Repeal the rule!
I make no bones about it--I support abolishing the Age 60 rule. It is not that I'm that close to senility. It is a simple logic test. The rationale for maintaining that law does not pass the common sense test.
In simple terms, it is age discrimination. No one can support--with studies--the contention that pilots past the age of 60 are unsafe. But what about the other arguments I've read here on the board?
"It isn't fair to change the rules of the game once it has started." Hogwash. Does this logic imply that racial discrimination should not have been stopped because "that's how it has always been?" Rules change all of the time according to legal and societal evolution; this law is no different. Discrimination is shameful and ultimately unfair to those participating in the system; to alter an injustice is appropriate, not counter to some misapplied sport metaphor.
"Abolishing the Age 60 rule benefits the old geezers at the expense of the new hire's advancement." This is true to some extent. However, let's face it--cost effectiveness or not, ending the Age 60 rule will do one thing: allow pilots of that age the choice of continuing to do what they are trained to do. Not all of them will do so. I have no studies to back it up, but my bet is that many will still elect to retire and live the good life. Movement on the seniority list will be slowed, but not as much as one may think.
The issue remains a zero sum gain in the end, however.

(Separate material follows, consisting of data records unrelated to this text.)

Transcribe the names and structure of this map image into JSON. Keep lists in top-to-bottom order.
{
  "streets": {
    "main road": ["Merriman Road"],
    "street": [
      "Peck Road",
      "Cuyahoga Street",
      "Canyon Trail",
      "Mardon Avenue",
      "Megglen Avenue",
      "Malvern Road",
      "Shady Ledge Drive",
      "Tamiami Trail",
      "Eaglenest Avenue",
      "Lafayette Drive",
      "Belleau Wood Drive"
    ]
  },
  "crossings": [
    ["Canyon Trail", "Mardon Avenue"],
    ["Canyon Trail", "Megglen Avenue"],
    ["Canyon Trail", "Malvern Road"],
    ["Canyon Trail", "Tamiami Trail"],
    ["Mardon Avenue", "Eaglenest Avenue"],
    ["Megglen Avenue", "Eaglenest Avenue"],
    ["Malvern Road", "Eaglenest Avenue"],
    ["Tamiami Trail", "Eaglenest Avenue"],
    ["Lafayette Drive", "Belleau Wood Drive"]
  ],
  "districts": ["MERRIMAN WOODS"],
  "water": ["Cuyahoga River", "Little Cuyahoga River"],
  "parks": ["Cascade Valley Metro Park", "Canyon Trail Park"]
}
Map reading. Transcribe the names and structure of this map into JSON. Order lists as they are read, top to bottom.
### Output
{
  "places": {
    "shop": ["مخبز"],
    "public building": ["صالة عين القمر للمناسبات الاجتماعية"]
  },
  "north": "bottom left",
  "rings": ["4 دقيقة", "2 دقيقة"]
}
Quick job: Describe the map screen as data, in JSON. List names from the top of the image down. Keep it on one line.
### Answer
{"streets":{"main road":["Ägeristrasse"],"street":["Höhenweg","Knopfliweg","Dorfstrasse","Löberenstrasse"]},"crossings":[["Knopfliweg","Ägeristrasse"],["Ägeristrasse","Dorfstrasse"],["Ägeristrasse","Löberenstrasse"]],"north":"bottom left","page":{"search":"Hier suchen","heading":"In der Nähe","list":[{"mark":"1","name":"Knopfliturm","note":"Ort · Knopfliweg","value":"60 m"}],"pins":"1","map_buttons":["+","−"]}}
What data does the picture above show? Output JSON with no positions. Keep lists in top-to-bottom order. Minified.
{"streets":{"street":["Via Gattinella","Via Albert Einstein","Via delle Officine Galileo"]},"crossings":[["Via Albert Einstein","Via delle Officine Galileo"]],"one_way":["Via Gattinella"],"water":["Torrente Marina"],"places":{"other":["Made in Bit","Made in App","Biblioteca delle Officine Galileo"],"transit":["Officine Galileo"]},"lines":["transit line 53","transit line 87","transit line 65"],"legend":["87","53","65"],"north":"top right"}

If I am allowed an extra three years of flying at the end of my career and I choose to take that time as an employed pilot, I theoretically delay a new guy a pilot position for three years. Once he is hired to replace me at the end of that three years, however, he still gets the same three year extension to fly during his career--his total time in the airline industry remains the same.
OK, I admit that given this scenario my total time in the cockpit is three years greater than my new hire buddy. Again, an injustice is being corrected and the new hire's life in the industry is delayed three years--but he is no worse off other than the time value of his deferred earnings during that initial three year hire period. He gains from the theoritical increase in pay at the end of his career, however.
"If a guy at the majors hasn't saved enough money to retire by the age of 60, then he's been doing something wrong." No arguments there, but why does that argument imply that he must retire at that age? How about a doctor? Shouldn't he or she have enough money to retire at age 60 and let the new docs have the potential customers? True, there is no seniority system in the medical profession, but they certainly should have made the money to retire at the august age of 60. And doing so would benefit the limited numbers of younger doctors in a given area with an increased market share of patients.
Here's a better example: Congressmen and Senators. They have a seniority system with no age limits for retirement, and certainly they make sufficient coin to retire at a relatively early age. Why don't we make them retire at a certain point and let the younger crowd take the majority and committee head positions?
Because THEY CAN STILL DO THE JOB, is why. So can we--safely--past 60. How far? Don't know, but a reasonable extension is prudent, say three to five years above the current limit.
"I've seen too many Captains that aren't safe now, much less past the age of 60." OK, so why don't you do you %*$& job and report them for incompetence? An inability to do the job is not a function of increasing age, it it symptomatic of attitude problems, training failures or neurological disorders. Treat these symptoms with action; don't correct non age-related problems via a de facto attrition program.